## What the task asks
Your job is to return every line of the listing holding the string "main".

## Material shown
"""

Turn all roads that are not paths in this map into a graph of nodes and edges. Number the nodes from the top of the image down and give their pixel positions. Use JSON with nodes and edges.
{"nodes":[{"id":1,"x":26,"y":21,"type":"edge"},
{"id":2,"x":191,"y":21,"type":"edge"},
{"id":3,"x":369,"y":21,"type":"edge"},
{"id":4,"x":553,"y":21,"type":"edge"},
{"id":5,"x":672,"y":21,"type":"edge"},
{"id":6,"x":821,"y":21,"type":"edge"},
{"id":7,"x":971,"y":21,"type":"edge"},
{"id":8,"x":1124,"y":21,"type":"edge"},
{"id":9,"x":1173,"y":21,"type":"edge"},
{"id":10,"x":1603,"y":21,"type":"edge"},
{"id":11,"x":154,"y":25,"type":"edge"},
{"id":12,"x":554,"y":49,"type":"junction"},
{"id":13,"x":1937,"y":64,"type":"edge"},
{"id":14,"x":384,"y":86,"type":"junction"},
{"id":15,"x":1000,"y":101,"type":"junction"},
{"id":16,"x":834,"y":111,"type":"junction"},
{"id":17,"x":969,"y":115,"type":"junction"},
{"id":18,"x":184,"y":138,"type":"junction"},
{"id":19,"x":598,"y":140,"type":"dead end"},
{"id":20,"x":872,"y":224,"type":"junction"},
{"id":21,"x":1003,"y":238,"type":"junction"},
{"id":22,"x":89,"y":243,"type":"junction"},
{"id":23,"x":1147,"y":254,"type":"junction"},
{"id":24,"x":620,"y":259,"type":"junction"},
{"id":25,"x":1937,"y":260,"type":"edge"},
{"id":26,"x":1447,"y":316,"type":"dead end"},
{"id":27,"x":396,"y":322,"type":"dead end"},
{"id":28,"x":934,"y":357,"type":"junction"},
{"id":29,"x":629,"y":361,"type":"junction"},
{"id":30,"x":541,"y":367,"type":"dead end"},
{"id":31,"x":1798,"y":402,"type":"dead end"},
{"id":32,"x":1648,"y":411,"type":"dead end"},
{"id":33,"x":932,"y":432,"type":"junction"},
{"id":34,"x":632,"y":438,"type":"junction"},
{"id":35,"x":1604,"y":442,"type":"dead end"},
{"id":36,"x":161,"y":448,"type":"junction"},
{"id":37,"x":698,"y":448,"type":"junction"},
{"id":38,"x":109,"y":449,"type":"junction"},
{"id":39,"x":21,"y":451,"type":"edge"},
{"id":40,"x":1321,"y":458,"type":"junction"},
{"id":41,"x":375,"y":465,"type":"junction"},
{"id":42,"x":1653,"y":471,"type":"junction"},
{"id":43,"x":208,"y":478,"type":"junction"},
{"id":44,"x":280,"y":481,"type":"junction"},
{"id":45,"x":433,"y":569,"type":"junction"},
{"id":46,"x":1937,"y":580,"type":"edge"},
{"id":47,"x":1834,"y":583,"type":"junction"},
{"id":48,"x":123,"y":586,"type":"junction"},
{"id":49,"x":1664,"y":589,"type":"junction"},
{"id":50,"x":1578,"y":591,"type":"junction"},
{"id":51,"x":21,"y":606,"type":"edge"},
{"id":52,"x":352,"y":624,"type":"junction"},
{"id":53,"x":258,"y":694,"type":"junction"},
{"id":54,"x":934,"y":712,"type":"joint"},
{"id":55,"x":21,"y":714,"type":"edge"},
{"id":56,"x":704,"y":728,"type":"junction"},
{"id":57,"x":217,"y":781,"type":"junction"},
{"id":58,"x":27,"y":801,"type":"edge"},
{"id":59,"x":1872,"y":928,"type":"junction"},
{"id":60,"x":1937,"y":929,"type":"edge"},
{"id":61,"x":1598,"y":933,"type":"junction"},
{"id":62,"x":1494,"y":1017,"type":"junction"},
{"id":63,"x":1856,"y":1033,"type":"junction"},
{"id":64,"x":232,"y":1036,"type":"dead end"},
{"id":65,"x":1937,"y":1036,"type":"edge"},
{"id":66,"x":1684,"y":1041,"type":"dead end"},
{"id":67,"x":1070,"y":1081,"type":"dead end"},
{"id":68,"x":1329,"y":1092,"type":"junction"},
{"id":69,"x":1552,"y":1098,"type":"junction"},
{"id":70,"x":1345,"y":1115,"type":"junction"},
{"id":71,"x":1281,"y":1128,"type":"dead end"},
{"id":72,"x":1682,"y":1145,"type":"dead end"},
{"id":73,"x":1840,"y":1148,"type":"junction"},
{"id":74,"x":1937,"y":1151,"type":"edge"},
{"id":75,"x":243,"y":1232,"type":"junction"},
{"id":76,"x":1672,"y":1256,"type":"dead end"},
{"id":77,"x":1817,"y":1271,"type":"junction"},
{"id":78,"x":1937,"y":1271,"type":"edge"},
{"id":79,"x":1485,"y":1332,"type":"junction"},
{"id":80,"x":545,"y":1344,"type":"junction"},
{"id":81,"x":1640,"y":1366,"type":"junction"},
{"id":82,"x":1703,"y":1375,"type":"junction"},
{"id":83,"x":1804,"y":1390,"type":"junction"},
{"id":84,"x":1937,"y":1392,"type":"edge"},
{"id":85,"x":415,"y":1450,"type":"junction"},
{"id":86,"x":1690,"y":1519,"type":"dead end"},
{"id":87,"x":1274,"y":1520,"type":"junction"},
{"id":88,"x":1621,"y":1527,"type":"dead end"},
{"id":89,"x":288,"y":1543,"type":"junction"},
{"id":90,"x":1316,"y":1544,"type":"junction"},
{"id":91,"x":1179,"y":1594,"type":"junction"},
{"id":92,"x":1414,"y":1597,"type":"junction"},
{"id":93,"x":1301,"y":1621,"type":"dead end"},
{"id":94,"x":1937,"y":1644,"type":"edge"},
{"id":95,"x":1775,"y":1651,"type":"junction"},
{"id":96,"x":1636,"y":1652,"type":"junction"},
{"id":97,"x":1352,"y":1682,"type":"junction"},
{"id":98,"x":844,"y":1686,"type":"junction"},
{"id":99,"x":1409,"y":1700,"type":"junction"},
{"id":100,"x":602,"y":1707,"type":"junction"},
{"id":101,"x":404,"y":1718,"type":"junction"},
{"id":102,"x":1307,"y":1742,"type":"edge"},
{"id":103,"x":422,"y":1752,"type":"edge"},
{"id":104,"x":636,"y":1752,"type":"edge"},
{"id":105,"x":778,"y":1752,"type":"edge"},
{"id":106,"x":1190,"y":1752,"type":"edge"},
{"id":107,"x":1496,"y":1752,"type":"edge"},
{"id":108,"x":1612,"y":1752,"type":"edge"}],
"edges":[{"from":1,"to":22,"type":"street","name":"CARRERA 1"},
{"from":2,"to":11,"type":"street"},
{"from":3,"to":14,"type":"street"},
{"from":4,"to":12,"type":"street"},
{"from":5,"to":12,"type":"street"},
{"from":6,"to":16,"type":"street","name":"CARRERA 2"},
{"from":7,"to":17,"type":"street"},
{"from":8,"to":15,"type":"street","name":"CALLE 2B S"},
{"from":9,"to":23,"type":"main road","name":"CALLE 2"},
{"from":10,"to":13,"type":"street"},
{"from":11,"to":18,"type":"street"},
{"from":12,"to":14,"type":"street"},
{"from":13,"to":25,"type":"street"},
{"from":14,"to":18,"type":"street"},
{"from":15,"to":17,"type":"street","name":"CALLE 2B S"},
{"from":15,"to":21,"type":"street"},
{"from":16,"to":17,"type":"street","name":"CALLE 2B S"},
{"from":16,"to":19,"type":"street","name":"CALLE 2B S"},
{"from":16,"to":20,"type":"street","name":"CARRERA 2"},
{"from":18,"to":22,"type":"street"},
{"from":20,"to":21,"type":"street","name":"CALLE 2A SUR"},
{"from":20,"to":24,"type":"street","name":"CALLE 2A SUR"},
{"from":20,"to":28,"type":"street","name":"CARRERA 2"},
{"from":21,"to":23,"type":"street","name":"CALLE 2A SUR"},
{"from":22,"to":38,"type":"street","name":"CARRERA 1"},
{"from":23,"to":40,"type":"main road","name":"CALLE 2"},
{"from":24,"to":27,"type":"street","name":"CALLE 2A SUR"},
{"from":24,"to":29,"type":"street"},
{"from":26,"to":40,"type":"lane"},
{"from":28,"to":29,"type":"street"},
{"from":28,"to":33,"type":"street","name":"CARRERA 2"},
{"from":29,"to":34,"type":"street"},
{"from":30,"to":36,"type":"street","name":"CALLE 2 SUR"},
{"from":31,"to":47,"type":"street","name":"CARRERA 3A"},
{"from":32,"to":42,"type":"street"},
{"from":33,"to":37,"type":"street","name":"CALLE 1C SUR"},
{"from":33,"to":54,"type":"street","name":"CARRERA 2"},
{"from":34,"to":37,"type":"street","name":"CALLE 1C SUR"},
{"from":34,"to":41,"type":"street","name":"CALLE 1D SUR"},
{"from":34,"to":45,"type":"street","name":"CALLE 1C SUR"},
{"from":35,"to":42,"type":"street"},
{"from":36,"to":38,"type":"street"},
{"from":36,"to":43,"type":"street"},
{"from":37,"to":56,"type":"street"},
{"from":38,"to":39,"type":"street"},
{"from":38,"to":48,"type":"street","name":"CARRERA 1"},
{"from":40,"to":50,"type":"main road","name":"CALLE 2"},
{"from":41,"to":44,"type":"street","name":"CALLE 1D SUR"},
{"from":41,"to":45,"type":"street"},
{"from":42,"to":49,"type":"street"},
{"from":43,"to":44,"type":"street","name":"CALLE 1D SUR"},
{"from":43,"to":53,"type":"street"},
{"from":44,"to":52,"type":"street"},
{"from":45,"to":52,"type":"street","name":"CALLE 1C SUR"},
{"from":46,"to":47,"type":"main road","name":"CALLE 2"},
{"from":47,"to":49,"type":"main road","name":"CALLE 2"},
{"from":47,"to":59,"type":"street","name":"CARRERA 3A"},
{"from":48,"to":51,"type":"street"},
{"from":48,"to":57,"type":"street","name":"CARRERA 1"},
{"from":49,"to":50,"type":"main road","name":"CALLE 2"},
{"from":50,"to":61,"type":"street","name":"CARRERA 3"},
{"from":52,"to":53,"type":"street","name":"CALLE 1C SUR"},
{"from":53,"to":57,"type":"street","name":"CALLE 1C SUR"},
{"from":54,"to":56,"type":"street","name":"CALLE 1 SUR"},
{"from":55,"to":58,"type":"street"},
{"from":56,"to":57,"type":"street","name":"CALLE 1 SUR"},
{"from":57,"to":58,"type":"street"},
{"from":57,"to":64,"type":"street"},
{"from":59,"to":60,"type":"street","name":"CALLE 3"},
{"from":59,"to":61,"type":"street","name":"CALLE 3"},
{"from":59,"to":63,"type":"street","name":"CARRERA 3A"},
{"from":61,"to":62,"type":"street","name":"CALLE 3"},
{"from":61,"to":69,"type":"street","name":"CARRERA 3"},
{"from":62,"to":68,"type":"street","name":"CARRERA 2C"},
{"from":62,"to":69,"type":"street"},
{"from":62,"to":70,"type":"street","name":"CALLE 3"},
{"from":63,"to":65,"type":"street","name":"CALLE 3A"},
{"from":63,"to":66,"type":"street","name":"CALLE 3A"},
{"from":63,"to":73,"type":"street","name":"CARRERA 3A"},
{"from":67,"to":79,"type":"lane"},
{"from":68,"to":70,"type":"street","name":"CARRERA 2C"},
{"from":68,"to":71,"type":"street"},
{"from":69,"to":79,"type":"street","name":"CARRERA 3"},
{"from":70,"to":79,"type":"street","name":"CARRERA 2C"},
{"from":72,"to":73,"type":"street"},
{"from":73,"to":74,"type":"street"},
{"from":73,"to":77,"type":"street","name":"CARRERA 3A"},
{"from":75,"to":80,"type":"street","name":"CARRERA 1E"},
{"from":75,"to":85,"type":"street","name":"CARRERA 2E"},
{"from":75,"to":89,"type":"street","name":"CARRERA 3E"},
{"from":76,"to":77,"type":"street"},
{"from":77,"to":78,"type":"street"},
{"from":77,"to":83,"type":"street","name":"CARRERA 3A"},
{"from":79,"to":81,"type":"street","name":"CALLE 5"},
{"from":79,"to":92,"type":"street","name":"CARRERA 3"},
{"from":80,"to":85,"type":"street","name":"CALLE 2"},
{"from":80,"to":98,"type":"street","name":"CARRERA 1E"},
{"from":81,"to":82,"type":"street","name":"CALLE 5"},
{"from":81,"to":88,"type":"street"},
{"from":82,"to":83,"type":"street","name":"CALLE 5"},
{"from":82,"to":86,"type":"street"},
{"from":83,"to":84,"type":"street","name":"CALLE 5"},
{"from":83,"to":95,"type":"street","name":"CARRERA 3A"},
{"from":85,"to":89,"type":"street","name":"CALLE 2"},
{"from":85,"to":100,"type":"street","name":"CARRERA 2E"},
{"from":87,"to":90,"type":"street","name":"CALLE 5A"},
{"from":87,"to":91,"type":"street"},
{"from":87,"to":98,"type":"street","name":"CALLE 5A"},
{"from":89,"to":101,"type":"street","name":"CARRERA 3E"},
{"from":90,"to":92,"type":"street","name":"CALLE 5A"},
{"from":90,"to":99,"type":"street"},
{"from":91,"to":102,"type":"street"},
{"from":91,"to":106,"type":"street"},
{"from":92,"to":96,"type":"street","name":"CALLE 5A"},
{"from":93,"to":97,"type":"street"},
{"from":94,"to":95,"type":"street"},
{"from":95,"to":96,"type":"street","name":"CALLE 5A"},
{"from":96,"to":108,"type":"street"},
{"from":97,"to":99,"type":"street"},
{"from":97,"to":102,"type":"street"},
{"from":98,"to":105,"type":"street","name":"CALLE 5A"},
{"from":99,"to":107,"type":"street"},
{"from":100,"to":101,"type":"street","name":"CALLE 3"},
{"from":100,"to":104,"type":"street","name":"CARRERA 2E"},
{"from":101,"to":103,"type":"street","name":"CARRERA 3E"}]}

"""

## Answer to this task
{"from":9,"to":23,"type":"main road","name":"CALLE 2"},
{"from":23,"to":40,"type":"main road","name":"CALLE 2"},
{"from":40,"to":50,"type":"main road","name":"CALLE 2"},
{"from":46,"to":47,"type":"main road","name":"CALLE 2"},
{"from":47,"to":49,"type":"main road","name":"CALLE 2"},
{"from":49,"to":50,"type":"main road","name":"CALLE 2"},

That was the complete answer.